In some studies, researchers have proposed a posture-based approach in which prominent 3D points of human postures are represented by projecting and sampling depth maps on orthogonal planes [24]. The defined postures are associated with a node of an action graph created to model the dynamics of the subsequent actions. Although this technique produces noisy results due to the low-resolution levels of the sensors used, 3D projections produced with depth maps still yield more efficient results than 2D silhouettes. In this respect, more interpolation processes are needed in repairing corrupted projections, which leads to unnecessary increases in recognition time.

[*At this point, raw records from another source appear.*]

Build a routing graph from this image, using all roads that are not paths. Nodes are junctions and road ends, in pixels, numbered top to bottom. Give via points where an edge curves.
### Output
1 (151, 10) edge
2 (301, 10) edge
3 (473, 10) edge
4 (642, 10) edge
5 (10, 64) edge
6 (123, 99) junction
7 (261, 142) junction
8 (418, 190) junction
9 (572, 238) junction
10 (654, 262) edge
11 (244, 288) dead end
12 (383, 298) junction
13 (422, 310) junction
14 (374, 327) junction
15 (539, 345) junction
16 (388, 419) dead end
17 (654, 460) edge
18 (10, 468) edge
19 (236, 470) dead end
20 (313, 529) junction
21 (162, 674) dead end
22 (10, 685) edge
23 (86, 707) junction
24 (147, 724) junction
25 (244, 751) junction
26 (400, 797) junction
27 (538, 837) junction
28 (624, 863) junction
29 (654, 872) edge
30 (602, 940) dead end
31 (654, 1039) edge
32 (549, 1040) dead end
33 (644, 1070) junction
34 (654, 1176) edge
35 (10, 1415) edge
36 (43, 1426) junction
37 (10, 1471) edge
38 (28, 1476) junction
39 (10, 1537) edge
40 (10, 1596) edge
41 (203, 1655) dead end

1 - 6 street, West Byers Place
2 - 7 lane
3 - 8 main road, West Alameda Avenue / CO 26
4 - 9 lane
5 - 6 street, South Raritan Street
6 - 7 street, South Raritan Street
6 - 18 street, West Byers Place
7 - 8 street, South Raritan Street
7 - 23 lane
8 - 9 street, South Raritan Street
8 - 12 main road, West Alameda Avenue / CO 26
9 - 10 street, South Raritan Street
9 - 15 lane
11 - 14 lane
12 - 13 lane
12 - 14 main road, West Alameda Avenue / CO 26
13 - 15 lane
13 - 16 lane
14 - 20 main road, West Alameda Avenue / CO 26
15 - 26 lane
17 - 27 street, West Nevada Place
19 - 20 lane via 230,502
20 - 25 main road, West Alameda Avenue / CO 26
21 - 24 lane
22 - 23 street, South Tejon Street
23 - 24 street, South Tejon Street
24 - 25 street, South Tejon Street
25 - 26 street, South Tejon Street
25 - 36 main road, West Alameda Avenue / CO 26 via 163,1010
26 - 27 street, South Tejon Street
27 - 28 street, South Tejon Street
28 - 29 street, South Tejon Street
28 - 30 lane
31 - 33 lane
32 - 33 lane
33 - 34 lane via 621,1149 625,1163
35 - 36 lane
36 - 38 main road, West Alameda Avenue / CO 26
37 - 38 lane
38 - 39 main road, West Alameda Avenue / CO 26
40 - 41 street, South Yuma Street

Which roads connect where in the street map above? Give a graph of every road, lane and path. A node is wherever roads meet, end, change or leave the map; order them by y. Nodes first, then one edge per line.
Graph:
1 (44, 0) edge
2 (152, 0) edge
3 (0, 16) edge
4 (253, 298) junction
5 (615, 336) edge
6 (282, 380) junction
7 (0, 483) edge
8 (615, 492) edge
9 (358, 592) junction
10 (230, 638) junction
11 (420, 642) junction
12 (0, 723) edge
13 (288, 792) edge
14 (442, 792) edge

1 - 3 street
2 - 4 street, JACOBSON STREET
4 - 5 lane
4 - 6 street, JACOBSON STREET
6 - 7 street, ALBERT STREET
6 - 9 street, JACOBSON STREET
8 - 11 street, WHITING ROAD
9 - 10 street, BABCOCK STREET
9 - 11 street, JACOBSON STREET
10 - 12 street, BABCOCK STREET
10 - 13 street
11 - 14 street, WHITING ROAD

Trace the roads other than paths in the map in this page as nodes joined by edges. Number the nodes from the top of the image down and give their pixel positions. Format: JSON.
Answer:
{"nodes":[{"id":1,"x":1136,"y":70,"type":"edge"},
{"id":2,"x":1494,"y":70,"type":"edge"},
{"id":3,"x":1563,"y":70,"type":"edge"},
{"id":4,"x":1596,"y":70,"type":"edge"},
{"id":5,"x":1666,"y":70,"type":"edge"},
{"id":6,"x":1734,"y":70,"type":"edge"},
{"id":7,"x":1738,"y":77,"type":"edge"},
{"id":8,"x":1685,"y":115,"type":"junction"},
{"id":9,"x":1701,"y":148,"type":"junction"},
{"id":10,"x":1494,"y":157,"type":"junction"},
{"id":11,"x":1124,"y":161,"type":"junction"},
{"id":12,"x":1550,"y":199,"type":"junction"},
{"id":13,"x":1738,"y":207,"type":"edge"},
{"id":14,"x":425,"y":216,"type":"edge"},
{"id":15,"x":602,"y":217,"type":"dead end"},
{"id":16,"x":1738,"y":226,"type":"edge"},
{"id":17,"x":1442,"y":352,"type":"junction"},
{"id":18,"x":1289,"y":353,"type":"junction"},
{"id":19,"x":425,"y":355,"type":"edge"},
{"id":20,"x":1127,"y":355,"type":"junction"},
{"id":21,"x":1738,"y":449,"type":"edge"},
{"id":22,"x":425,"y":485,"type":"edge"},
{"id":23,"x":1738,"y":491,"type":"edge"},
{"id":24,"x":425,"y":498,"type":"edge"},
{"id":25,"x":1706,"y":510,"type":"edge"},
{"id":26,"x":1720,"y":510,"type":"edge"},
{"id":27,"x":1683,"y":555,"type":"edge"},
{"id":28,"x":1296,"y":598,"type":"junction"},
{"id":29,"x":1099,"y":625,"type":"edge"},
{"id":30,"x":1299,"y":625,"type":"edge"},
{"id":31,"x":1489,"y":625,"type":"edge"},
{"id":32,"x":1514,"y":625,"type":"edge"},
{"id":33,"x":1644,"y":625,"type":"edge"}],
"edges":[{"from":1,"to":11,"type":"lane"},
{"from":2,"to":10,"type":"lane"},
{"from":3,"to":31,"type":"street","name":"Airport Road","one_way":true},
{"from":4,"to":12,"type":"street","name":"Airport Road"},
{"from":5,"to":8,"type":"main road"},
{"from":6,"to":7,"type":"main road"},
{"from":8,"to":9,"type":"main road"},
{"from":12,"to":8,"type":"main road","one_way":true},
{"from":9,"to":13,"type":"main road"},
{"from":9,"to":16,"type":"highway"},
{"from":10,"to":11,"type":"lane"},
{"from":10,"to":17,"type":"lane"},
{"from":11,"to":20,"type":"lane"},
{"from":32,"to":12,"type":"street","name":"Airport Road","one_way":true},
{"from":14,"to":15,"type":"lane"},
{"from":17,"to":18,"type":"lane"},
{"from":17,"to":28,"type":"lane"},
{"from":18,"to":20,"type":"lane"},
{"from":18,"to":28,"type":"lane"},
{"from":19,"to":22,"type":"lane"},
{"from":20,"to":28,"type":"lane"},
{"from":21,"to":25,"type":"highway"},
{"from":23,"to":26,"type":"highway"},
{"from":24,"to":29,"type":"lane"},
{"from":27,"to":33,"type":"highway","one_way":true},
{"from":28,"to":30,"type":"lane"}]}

In histogram-based approaches, human postures are divided into n bins according to the 3D global coordinate system and are assigned to each area at 12 different joint uncertainty levels. The linear discriminant analysis (LDA) method is used to reduce the dimensions of the property space from n to C-1 for C classes and the generated properties are clustered in K-word strings numbers. Human activities are represented by word sequences and are recognized by discrete HMM classifiers. According to the approach, using a complex model in which joints are represented, the dimensions of feature vectors are reduced through LDA. In real-time applications where some feature spaces contain appropriate clusters, it is stated that using LDA does not contribute to increasing system performance in reducing this area [22].

In another approach used for gesture recognition, spherical angular representation is used. In this approach, nine different joints are represented by a pair of spherical angles. When defining poses, a multiclass classifier is defined. Using the decision tree, nodes are associated with the leaves in which key poses of different poses are represented. The difficulty of this method is that it is not possible to define and train the key sequence because it cannot be obtained from dynamic environments [25].

Some researchers have focused on the restructuring of the valid movement from noisy and missing poses obtained using Kinect. Here, the unidentified poses are kinematically corrected through similar valid poses in a database. Although this approach has improved improvements in undefined poses, its accuracy has not been established, since it is assumed that similar poses are always present in the database [26].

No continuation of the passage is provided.